I’ve been busy getting ready to send out our e-Newsletter, From All Directions.  It’s our 100th issue and it’s going to 5819 readers around the world.  Our first issue went out January 25, 2001.  I didn’t keep track then of the number of readers but I’m sure it was under 500.  I do remember how nervous I was about that first issue.  We didn’t know what to expect. Would people be interested only in traditional music and dance? Only American Indian performers?
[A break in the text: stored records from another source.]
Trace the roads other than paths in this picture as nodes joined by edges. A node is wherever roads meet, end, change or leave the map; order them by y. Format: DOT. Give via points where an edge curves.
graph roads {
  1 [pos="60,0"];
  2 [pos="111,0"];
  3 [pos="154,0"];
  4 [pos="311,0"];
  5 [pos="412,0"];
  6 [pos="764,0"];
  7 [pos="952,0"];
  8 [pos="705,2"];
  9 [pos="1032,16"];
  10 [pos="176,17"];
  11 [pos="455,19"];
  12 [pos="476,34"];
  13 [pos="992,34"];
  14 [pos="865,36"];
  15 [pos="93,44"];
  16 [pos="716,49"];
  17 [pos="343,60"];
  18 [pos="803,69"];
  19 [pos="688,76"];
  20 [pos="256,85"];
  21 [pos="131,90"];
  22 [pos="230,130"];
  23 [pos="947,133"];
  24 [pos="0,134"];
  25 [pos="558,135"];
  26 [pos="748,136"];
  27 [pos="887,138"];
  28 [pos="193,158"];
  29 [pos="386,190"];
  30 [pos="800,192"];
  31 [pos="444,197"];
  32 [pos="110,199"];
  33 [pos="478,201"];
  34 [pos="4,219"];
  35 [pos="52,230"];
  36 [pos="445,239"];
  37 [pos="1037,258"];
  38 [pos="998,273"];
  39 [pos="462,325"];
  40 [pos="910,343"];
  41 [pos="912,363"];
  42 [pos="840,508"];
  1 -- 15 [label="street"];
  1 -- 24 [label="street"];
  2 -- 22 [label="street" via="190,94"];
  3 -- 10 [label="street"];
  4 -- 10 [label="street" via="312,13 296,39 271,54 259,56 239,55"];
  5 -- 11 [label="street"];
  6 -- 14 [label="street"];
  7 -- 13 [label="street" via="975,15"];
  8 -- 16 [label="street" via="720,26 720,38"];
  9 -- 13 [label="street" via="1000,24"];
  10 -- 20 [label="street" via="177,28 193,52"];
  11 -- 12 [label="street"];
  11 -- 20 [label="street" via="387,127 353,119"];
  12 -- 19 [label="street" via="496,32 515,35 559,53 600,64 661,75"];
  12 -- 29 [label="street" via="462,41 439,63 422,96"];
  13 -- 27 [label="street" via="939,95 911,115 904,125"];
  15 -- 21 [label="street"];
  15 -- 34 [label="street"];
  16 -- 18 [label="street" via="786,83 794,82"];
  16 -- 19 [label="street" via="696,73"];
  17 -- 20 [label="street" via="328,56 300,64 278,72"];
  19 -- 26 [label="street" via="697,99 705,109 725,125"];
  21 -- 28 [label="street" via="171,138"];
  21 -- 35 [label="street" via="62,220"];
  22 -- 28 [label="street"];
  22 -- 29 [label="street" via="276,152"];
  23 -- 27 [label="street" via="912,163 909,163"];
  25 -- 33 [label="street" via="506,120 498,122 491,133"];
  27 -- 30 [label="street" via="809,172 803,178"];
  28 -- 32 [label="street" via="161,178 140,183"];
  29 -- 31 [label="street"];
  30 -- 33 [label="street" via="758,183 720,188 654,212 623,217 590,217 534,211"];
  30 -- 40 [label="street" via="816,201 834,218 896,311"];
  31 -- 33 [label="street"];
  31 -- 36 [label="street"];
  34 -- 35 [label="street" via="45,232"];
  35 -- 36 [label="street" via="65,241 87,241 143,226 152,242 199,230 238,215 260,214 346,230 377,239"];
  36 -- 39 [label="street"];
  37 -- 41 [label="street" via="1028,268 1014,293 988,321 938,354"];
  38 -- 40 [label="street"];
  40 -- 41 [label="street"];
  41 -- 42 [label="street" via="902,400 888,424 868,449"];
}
It has been an absolute delight over the years to watch our readership grow and to realize there is almost a hunger for information about the depth and breadth of what Indigenous artists and performers are doing, as opposed to what “everybody knows” they are doing.

From All Directions has been resolutely Indigenous and international from the beginning.  Looking at that first issue, it covered so much, even then:

  • an introduction to who we were
  • Transjoik, a contemporary and still wonderful Sami band
  • Refusilo, a band from Argentina
  • Beatriz Piche Malen, a stunning Mapuche singer from Argentina
  • plans for an Arctic peoples festival–ten years later, we still haven’t been able to make that happen, but we haven’t given up, either! 
  • and we were already getting the word out–there’s a notice that of an upcoming interview with Gordon Bronitsky in The Mongol Messenger, the oldest English-language publication in Mongolia, due to our work touring the Fernando Cellicion Traditional Zuni Dancers to Mongolia, which we finally achieved–three years later in 2004!

Over the years, our format has been much improved (and here a shoutout is due to the person responsible for our website and the format of our e-newsletter, our webmaster Sheldon Liebman–bravo!).  Our readership has grown and blossomed too.

That first issue included a statement as valid now as it was then, a statement that has guided our work since we began in 1994:

“One foundation of our work has been our strong belief that indigenous people choose the message, whether the message is an art work, a traditional dance group, or whatever; our job is not to tinker with the message–our job is to turn up the volume, bringing them to the attention of venues and museums and institutions around the world”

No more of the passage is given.